Pick out each line below containing "Люлина".

Collection entries:
_ _ _ _

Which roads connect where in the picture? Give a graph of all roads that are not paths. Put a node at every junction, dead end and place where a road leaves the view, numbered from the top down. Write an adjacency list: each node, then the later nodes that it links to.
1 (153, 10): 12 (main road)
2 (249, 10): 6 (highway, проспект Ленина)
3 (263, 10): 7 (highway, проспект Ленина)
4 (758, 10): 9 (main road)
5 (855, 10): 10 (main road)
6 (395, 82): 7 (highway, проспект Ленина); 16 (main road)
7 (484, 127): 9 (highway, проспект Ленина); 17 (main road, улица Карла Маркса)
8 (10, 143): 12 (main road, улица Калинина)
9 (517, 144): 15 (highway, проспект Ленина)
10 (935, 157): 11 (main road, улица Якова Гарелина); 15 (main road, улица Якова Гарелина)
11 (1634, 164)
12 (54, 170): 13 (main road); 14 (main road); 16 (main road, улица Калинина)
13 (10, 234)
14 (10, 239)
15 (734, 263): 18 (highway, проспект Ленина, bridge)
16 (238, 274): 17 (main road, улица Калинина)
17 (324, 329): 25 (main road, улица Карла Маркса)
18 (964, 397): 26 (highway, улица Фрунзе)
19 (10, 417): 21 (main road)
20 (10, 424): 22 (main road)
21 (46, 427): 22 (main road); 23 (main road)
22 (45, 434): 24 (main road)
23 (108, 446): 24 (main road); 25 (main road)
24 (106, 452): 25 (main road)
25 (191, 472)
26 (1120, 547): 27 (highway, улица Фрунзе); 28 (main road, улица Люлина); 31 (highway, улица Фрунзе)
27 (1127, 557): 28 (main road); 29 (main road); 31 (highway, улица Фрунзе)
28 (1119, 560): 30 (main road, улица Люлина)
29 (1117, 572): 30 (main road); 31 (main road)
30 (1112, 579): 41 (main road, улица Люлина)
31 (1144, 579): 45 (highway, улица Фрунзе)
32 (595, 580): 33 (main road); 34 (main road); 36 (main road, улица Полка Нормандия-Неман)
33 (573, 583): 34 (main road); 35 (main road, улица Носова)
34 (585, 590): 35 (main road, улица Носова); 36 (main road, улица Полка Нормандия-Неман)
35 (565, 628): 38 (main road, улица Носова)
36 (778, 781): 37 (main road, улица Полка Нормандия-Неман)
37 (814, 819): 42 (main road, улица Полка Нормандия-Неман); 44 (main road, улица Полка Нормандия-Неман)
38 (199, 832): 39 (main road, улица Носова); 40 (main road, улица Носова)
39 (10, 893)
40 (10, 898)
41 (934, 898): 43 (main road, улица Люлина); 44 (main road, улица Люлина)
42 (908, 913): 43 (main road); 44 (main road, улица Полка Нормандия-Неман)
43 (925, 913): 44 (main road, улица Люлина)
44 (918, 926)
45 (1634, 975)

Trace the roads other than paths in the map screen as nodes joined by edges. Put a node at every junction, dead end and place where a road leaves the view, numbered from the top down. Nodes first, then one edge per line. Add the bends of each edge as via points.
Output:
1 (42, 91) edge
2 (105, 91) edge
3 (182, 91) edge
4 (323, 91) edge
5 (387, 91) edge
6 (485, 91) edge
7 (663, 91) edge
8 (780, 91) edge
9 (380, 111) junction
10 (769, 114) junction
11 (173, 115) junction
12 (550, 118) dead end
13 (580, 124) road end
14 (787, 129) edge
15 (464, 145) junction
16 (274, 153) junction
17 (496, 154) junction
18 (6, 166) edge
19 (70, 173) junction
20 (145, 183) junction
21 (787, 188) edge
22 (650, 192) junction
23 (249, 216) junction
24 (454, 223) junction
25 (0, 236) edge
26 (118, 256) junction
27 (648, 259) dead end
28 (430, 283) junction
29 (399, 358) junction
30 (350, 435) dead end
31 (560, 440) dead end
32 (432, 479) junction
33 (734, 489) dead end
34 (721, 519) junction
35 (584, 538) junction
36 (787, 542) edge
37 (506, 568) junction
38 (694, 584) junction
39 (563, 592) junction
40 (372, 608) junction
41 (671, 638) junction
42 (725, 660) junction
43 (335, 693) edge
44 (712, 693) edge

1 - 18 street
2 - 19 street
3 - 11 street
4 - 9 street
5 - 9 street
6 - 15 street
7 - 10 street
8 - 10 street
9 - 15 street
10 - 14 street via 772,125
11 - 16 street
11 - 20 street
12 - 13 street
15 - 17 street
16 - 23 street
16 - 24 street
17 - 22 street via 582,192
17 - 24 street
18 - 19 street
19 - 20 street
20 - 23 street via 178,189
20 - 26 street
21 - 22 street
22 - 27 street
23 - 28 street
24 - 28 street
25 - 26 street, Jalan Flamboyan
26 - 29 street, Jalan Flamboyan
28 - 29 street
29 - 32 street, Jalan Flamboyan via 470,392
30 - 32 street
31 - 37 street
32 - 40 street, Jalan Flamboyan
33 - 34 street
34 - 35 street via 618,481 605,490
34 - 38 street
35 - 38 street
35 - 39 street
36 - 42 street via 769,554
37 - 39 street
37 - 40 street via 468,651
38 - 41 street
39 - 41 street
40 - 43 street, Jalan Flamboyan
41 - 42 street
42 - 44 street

_ _ _ _

Answer section:
26 (1120, 547): 27 (highway, улица Фрунзе); 28 (main road, улица Люлина); 31 (highway, улица Фрунзе)
28 (1119, 560): 30 (main road, улица Люлина)
30 (1112, 579): 41 (main road, улица Люлина)
41 (934, 898): 43 (main road, улица Люлина); 44 (main road, улица Люлина)
43 (925, 913): 44 (main road, улица Люлина)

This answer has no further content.